++++ Data for this task ++++

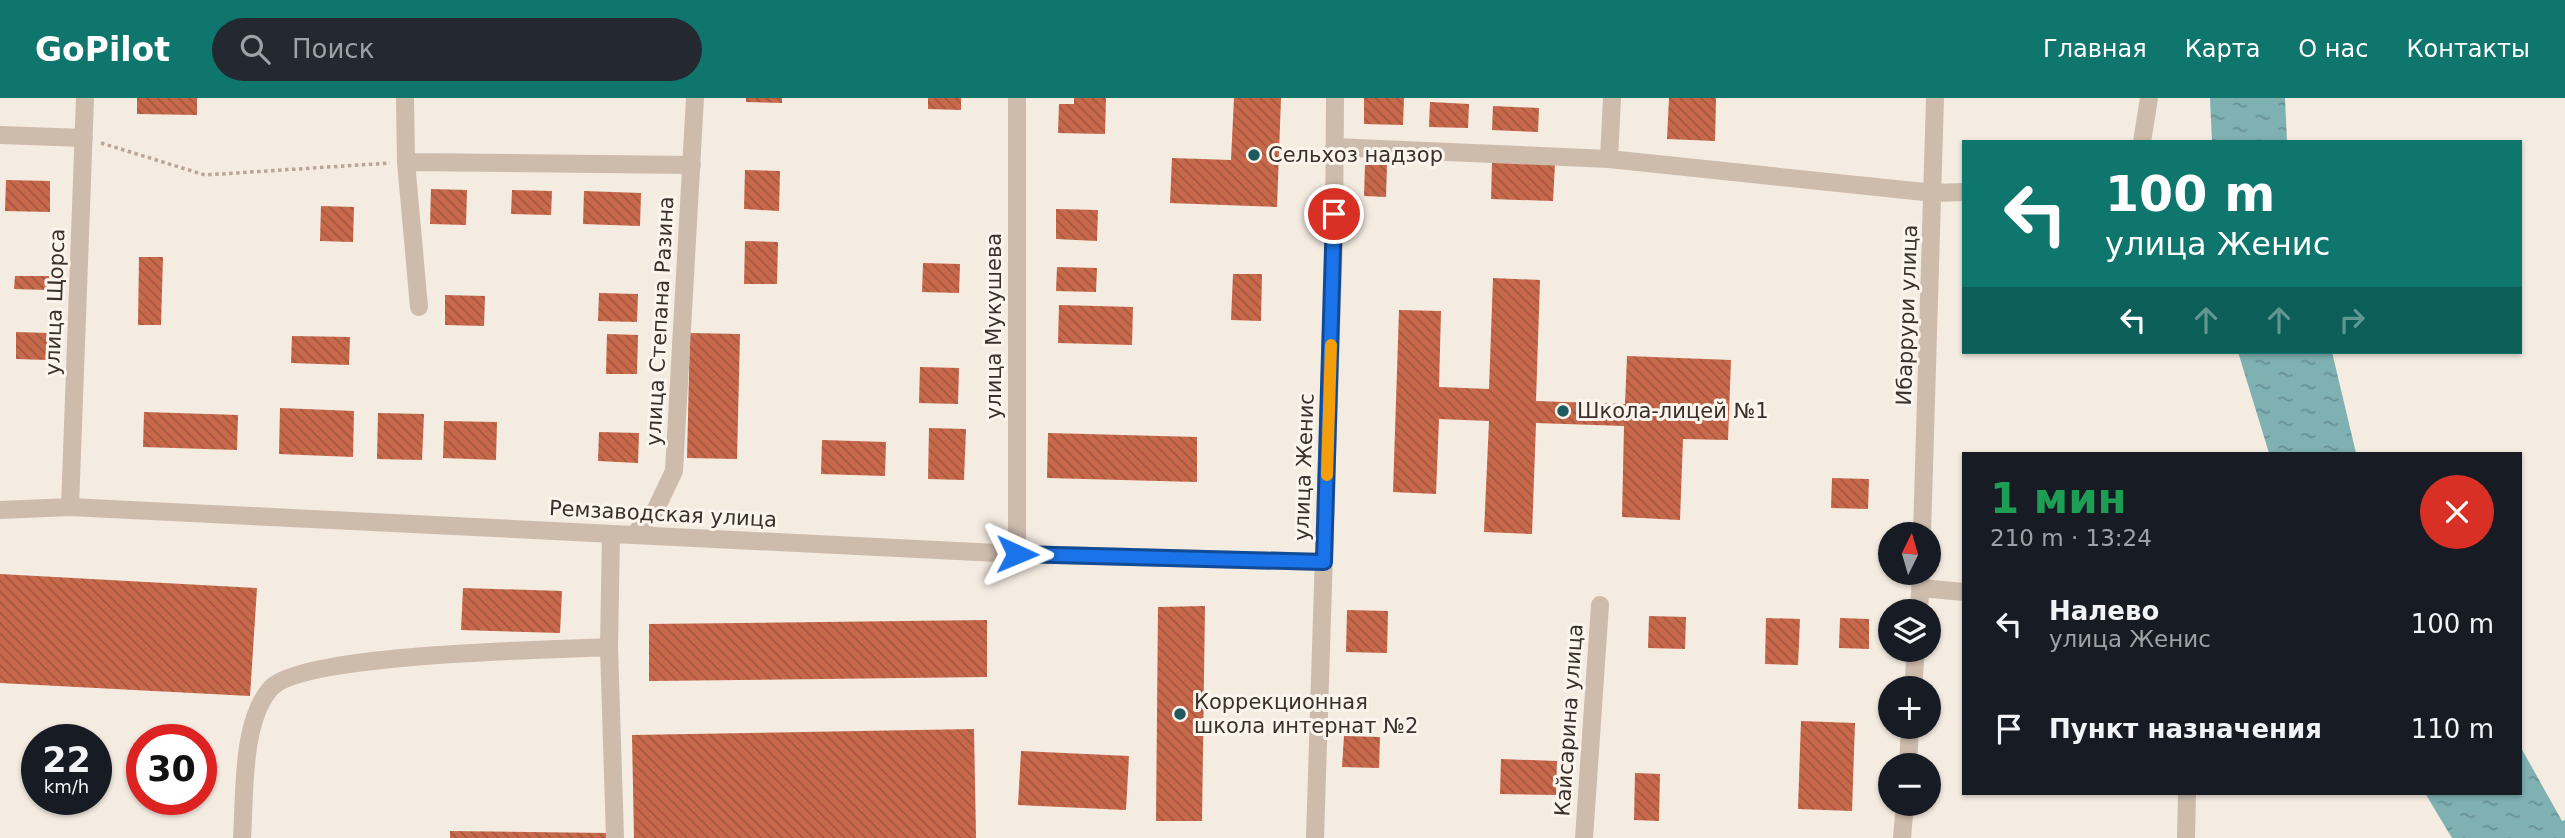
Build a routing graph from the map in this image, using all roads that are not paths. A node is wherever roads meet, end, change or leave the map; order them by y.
1 (85, 98) edge
2 (405, 98) edge
3 (695, 98) edge
4 (1017, 98) edge
5 (1335, 98) edge
6 (1612, 98) edge
7 (1935, 98) edge
8 (2149, 98) edge
9 (0, 135) edge
10 (84, 138) junction
11 (2142, 140) edge
12 (1334, 147) junction
13 (1609, 159) junction
14 (406, 162) junction
15 (692, 165) junction
16 (1962, 192) edge
17 (1934, 193) junction
18 (419, 307) dead end
19 (70, 507) junction
20 (0, 510) edge
21 (1922, 522) edge
22 (611, 534) junction
23 (634, 535) junction
24 (1017, 554) junction
25 (1324, 562) junction
26 (1939, 585) edge
27 (1962, 591) edge
28 (1600, 605) dead end
29 (609, 648) junction
30 (2187, 795) edge
31 (1904, 816) edge
32 (242, 838) edge
33 (615, 838) edge
34 (1314, 838) edge
35 (1584, 838) edge
36 (1902, 838) edge
37 (2186, 838) edge

1 - 10 street, улица Щорса
2 - 14 street
3 - 15 street, улица Степана Разина
4 - 24 street, улица Мукушева
5 - 12 street, улица Женис
6 - 13 street
7 - 17 street, Ибаррури улица
8 - 11 street
9 - 10 street
10 - 19 street, улица Щорса
12 - 13 street
12 - 25 street, улица Женис
13 - 17 street
14 - 15 street
14 - 18 street
15 - 23 street, улица Степана Разина
16 - 17 street
17 - 21 street, Ибаррури улица
19 - 20 street, Ремзаводская улица
19 - 22 street, Ремзаводская улица
22 - 23 street, Ремзаводская улица
22 - 29 street
23 - 24 street, Ремзаводская улица
24 - 25 street, Ремзаводская улица
25 - 34 street, улица Женис
26 - 27 street
28 - 35 street, Кайсарина улица
29 - 32 street
29 - 33 street
30 - 37 street
31 - 36 street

++++

■ What is needed
Everything in the listing should be copied exactly, apart from the images it holds.

■ Response area
Build a routing graph from the map in this image, using all roads that are not paths. A node is wherever roads meet, end, change or leave the map; order them by y.
1 (85, 98) edge
2 (405, 98) edge
3 (695, 98) edge
4 (1017, 98) edge
5 (1335, 98) edge
6 (1612, 98) edge
7 (1935, 98) edge
8 (2149, 98) edge
9 (0, 135) edge
10 (84, 138) junction
11 (2142, 140) edge
12 (1334, 147) junction
13 (1609, 159) junction
14 (406, 162) junction
15 (692, 165) junction
16 (1962, 192) edge
17 (1934, 193) junction
18 (419, 307) dead end
19 (70, 507) junction
20 (0, 510) edge
21 (1922, 522) edge
22 (611, 534) junction
23 (634, 535) junction
24 (1017, 554) junction
25 (1324, 562) junction
26 (1939, 585) edge
27 (1962, 591) edge
28 (1600, 605) dead end
29 (609, 648) junction
30 (2187, 795) edge
31 (1904, 816) edge
32 (242, 838) edge
33 (615, 838) edge
34 (1314, 838) edge
35 (1584, 838) edge
36 (1902, 838) edge
37 (2186, 838) edge

1 - 10 street, улица Щорса
2 - 14 street
3 - 15 street, улица Степана Разина
4 - 24 street, улица Мукушева
5 - 12 street, улица Женис
6 - 13 street
7 - 17 street, Ибаррури улица
8 - 11 street
9 - 10 street
10 - 19 street, улица Щорса
12 - 13 street
12 - 25 street, улица Женис
13 - 17 street
14 - 15 street
14 - 18 street
15 - 23 street, улица Степана Разина
16 - 17 street
17 - 21 street, Ибаррури улица
19 - 20 street, Ремзаводская улица
19 - 22 street, Ремзаводская улица
22 - 23 street, Ремзаводская улица
22 - 29 street
23 - 24 street, Ремзаводская улица
24 - 25 street, Ремзаводская улица
25 - 34 street, улица Женис
26 - 27 street
28 - 35 street, Кайсарина улица
29 - 32 street
29 - 33 street
30 - 37 street
31 - 36 street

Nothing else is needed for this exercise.